Ayer terminó una fase de la batalla entre una pequeña nación y en Estado muy soberbio, altanero, arrogante y altivo, Grecia, entre monstruo de muchas cabezas: la Comunidad Europea, Unión Europea y el Banco Central Europeo…la bíblica y clásica batalla entre Goliat y David.
¿Quién ganará? Como ya se sabe, ganó el NO.
Lo clásico, lo bíblico es que el David, derrote al gigante, pero en la práctica y terca realidad eso no es posible, pues no hay ni un Dios, ni Yahvé, ni Zeus, que puedan ayudarle Alexis Tsipras y a su partido Tsiriza, de corte Izquierdista, comunista.
En realidad, no está a discusión si Grecia debe, o no debe, permanecer en la Unión Europea, en el Banco Central Europeo o en la Gran Comunidad y tener como moneda el Euro, ni regresará al Dracma – o Drajma -; esos son puntos que envuelven la lucha en ente m omento y cada posición hace gala de sus estrategias y tácticas.

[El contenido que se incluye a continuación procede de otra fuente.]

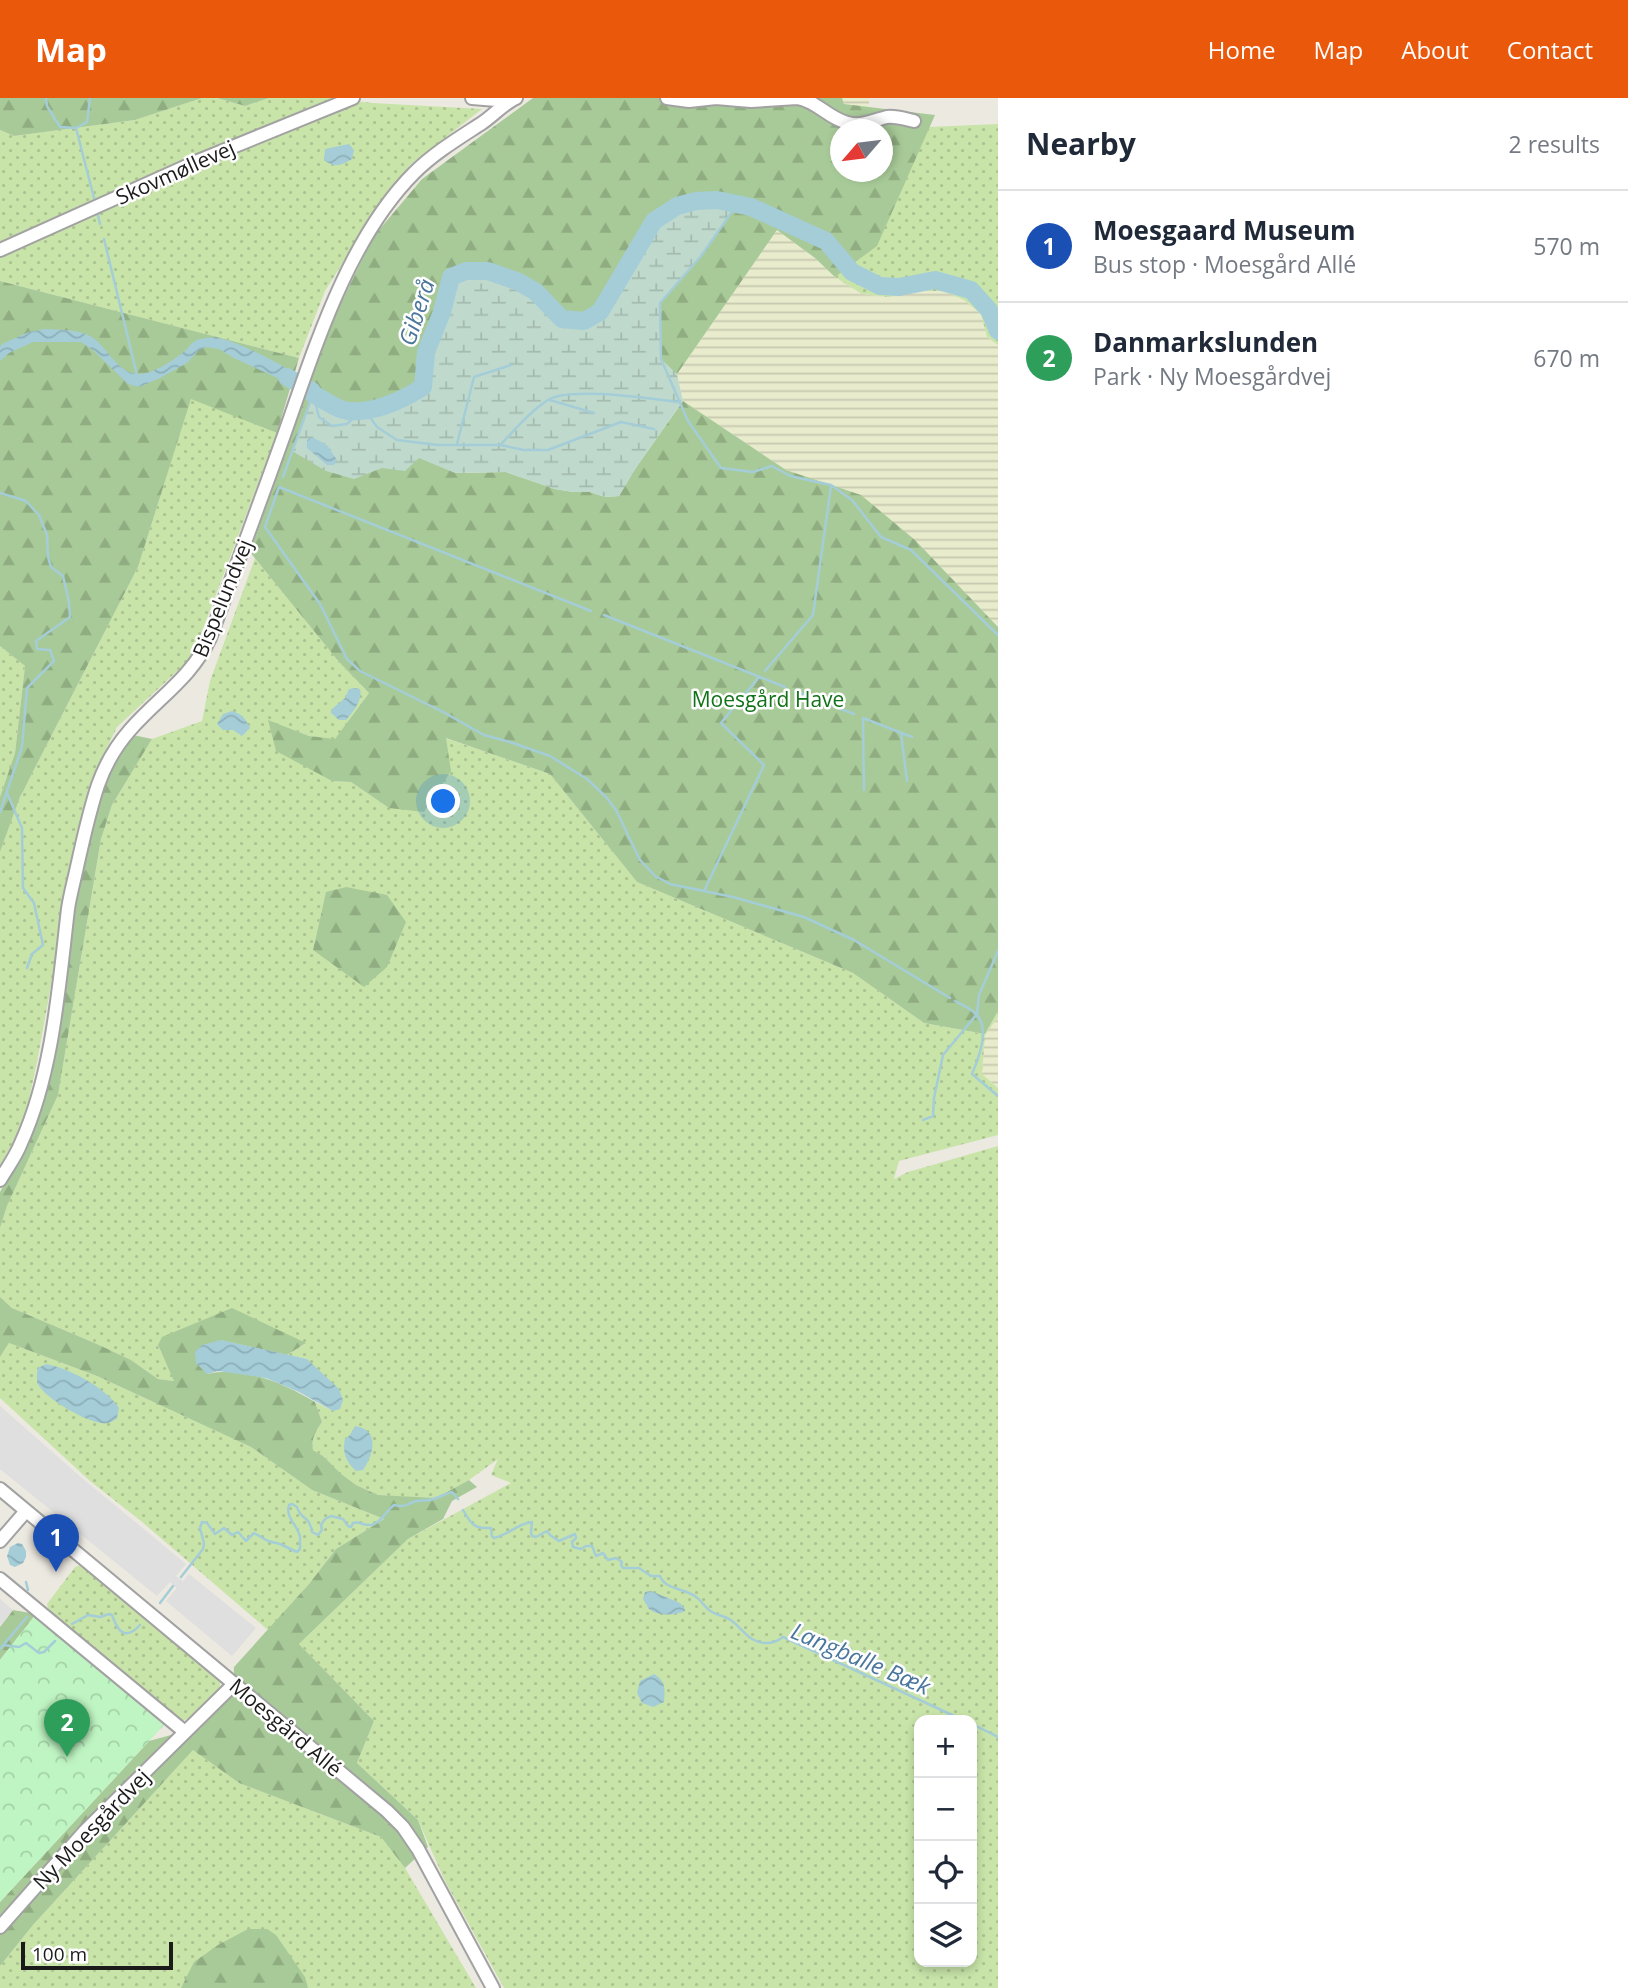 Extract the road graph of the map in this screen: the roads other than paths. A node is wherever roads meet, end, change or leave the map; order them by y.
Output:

Lo que está en juego es la soberanía, la independencia, la libertad, la autonomía de los ciudadanos griegos de tener la forma de gobierno que ellos quieren y desean.

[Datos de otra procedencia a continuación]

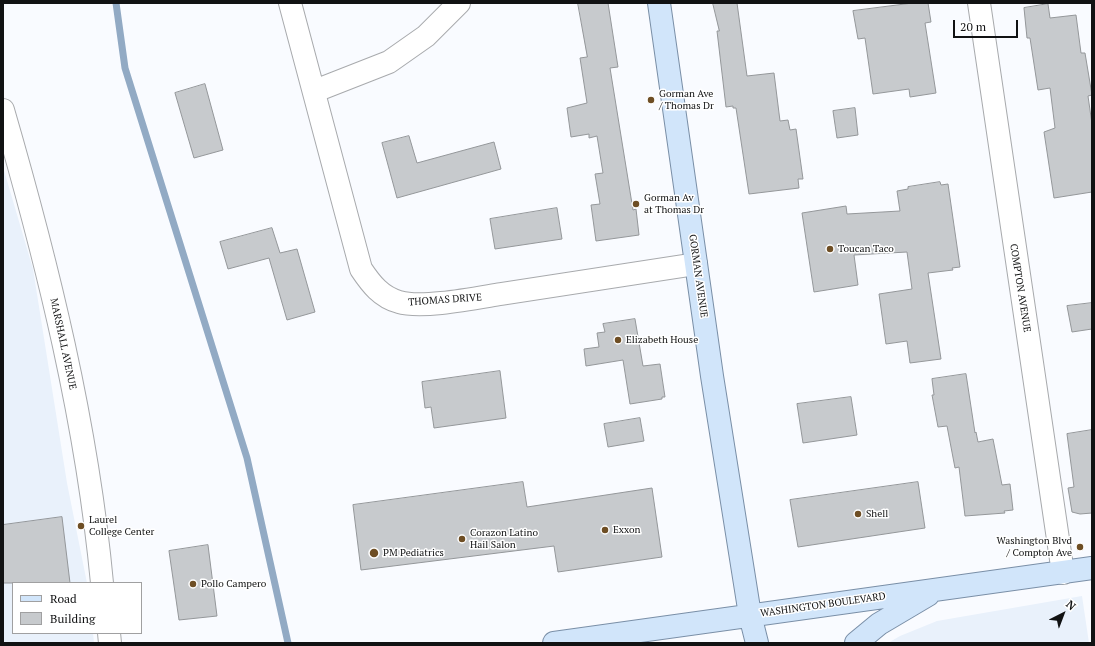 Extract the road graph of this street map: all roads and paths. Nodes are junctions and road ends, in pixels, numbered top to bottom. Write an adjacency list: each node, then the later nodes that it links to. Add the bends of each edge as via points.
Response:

Una gran cantidad de ciudadanos griegos – cerca del 50% – ya no aceptan las acciones intervencionistas de la Unión Europea en los asuntos internos de la vida de la nación: limitar salarios, reducir pensiones, imponer el IVA en determinados sectores de la vida económica del país, incrementar impuestos, limitar la creación de empleos y otras acciones de la administración pública.
Éste es el punto: Soberanía, libertad, autonomía e independencia económica, política y administrativa o dependencia y sumisión.
Las dos posiciones están muy definidas y también saben sus consecuencias; si el plebiscito se decide por el SÍ, el gobierno de la coalición encabezada por el partido Tsiriza deberá convocar a otra elección porque ese es vinculatorio con un programa de acción que Alexis Tsipras combatió y se opuso. Pero será, una determinación libre y soberana del pueblo griego
Si la mayoría se inclina por el NO, como finalmente fue, un NO, apretado, pero no, finalmente. Es un hecho que habrá turbulencias económicas, no políticas, pero será una decisión soberana, libre, del pueblo griego, también y es muy posible, y probable que sea esta la decisión de la sociedad griega. Así podrán reestructurar su deuda, proponer otros plazos y hasta podría haber “quitas”, pero el camino estará lleno de piedras, pero será muy posible recorrerlo con el respaldo de la ciudadanía griega.
La suerte del gobierno de Tisiriza y Alexis Tsipras está en un volado.